TED@IBM: Technology and Humanity Drive the Future Through the Best Talks

Social business strategist, Bryan Kramer, presenting at TED@IBM in 2014

















I have been amused by TED talks over the years, and have learned some interesting points of view within the time I’ve invested in watching them. Some talks are deeply factual (backed with evidence) and others are purely opinion, but all are entertaining. One thing you can definitely count on when seeing these talks is unflagging enthusiasm and a sense of joie de vivre, most importantly, you are left with a feeling of positivity.

Last year I was invited to my very first TED@IBM day. The co-branded event is a partnership between the TED Institute and IBM. It is not a licensed TEDx experience, but a rather an event that is curated, developed, produced, and filmed by the TED Institute. This would be a full on day of fascinating content for sure.

Most TED talks I've seen are from random scientists, artists, inventors and others talking about their work. TED@IBM draws speakers from within IBM’s network of partners, customers, influencers, and thinkers to explore the relationships between technology and humanity.

I was not really sure what to expect, but gratefully accepted the invitation (how I got on the list - I’m still not sure) and made my way to the event. I figured this would be a great opportunity to be exposed to a rich and interactive experience that few are able to attend.

It turned out to be a day of multiple absorbing talks and breaks entwined with very effective, professional presentations. The presentations were all short learning moments wrapped with a clear view to the future. During the breaks, I deliberately set out to meet new people, to chat with them and learn why they were there. It seems the organizers don’t just curate the speakers; the audience is curated as well. The attendees alone are an incredibly diverse group of wicked smart people.

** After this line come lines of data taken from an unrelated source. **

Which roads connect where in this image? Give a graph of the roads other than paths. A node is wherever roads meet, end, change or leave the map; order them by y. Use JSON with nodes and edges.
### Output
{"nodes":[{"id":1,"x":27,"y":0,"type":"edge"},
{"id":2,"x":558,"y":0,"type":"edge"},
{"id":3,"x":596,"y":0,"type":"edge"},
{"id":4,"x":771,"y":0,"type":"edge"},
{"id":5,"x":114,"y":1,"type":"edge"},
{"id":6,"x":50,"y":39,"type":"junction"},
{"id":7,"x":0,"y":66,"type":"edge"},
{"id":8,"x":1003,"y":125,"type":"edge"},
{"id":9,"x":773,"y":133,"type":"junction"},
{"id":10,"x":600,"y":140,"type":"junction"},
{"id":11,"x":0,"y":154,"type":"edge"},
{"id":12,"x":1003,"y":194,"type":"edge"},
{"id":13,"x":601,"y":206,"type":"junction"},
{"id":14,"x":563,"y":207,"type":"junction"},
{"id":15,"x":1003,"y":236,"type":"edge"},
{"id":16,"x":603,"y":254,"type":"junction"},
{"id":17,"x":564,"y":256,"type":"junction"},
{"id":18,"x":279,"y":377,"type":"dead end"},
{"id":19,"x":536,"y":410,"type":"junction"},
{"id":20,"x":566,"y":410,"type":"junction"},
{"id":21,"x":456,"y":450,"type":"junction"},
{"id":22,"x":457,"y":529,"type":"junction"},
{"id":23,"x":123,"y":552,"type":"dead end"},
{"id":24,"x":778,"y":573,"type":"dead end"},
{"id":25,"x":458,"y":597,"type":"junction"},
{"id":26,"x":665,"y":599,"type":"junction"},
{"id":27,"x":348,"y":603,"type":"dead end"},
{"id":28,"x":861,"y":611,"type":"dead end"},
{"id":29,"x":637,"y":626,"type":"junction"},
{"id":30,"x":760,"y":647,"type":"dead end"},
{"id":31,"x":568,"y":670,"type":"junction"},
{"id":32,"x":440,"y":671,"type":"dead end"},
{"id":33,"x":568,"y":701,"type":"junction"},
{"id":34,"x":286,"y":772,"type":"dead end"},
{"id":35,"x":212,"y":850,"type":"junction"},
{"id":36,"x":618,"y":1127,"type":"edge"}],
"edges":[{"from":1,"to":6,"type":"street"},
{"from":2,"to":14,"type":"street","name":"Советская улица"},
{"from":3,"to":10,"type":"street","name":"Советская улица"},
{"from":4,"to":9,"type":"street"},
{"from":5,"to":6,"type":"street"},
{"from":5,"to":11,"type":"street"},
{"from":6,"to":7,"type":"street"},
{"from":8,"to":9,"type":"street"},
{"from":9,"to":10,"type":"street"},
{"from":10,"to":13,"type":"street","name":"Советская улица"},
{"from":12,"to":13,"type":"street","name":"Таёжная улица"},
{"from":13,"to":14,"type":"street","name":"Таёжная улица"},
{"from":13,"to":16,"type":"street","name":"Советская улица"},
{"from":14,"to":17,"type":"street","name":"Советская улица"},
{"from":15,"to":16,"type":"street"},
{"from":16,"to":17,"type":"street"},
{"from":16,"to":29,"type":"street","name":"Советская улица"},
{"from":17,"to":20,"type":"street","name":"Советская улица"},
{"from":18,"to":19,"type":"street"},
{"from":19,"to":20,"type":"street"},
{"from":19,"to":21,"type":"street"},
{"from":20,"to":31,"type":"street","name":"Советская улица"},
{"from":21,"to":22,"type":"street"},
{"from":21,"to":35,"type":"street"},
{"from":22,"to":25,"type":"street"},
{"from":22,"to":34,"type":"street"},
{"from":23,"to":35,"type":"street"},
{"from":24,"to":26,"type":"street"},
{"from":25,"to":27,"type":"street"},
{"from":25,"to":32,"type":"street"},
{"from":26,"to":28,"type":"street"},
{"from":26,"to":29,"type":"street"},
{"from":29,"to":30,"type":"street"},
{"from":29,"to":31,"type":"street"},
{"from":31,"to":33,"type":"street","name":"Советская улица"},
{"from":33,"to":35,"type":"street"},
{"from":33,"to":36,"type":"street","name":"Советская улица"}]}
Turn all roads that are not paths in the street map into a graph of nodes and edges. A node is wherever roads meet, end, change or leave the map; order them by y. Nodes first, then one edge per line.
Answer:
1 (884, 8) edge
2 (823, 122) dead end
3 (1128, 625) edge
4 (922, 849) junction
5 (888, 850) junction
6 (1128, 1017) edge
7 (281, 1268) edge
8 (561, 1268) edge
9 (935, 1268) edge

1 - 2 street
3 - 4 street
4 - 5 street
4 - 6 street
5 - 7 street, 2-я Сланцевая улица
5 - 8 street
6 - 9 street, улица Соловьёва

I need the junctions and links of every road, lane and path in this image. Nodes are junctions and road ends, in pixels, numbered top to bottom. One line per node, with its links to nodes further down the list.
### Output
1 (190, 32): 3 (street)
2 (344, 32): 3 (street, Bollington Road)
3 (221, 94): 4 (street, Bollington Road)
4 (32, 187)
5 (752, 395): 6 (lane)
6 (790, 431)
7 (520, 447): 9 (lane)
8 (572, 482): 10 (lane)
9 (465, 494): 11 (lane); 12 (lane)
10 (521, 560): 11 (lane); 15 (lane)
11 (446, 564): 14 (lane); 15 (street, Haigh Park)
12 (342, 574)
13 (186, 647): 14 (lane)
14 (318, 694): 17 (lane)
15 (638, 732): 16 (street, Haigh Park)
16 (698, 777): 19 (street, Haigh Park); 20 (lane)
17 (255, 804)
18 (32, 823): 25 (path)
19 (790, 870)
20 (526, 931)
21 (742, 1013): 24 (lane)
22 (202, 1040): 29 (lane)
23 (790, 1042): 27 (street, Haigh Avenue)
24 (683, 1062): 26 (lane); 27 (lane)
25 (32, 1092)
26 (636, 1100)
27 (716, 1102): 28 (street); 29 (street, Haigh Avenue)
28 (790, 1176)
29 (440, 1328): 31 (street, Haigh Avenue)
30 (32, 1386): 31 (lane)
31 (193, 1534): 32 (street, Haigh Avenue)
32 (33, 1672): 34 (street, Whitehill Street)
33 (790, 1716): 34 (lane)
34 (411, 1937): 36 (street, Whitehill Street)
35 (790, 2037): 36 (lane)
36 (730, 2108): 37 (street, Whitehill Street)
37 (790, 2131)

The theme for the 2014 conference was “Re-Imagine Our World.” The list of speakers spanned the gamut from a social business strategist to an Oscar-winning filmmaker to a young woman who at 31 was named an IBM Master Inventor (and holds 70 United States Patents with over 300 pending patent applications).

The brief eight minute talk from Lisa Seacat DeLuca was engaging and more than impressive, she was a genuine person who adapts technology to make real world prototypes of things that will change the future. Although she works for IBM, she suggested that young, independent inventors take their ideas to crowdfunding to bring them to fruition.
“The speed of invention in the future will be as fast as we can dream up ideas. We will be able to use each other’s innovations to test drive ideas.”
It was an inspiring talk and explained the world of cognitive computing through anecdotes and stories. I think you’d enjoy her vision of the future (embedded below).

Positivity was the major influence of the day and I walked away a just little less cynical than before I walked in the door.

When you attend a Ted conference, expect to be exposed to things you may never have thought about like a demonstration of bio-sensing devices that will understand your brain’s plasticity. There will be ideas that will surprise and entertain; but there is very little said that will leave you empty. The TED curators take the form and information behind these talks very seriously.

Now, as an IBM "Futurist" I have once again been invited again to the annual TED@IBM (I must be quite an audience member) and am looking to get a deeper understanding of the subjects at hand. The theme this year is “Necessity and Invention.” I plan to gain a better understanding of evolving and collaborative technology and once again become a even less cynical with a clearer vision of what’s to come in the future.



FTC disclosure: This is a sponsored post. I only work with and showcase products, events and/or companies I believe my readers will benefit from. IBM has hired me as a brand ambassador for this campaign because of my participation in the IBM New Way to Work Futurist Influencer Program. I am not formally employed by IBM. All thoughts and viewpoints are mine. I am disclosing this in accordance with the Federal Trade Commission’s 16 CFR, Part 255: Guides Concerning the Use of Endorsements and Testimonials in Advertising.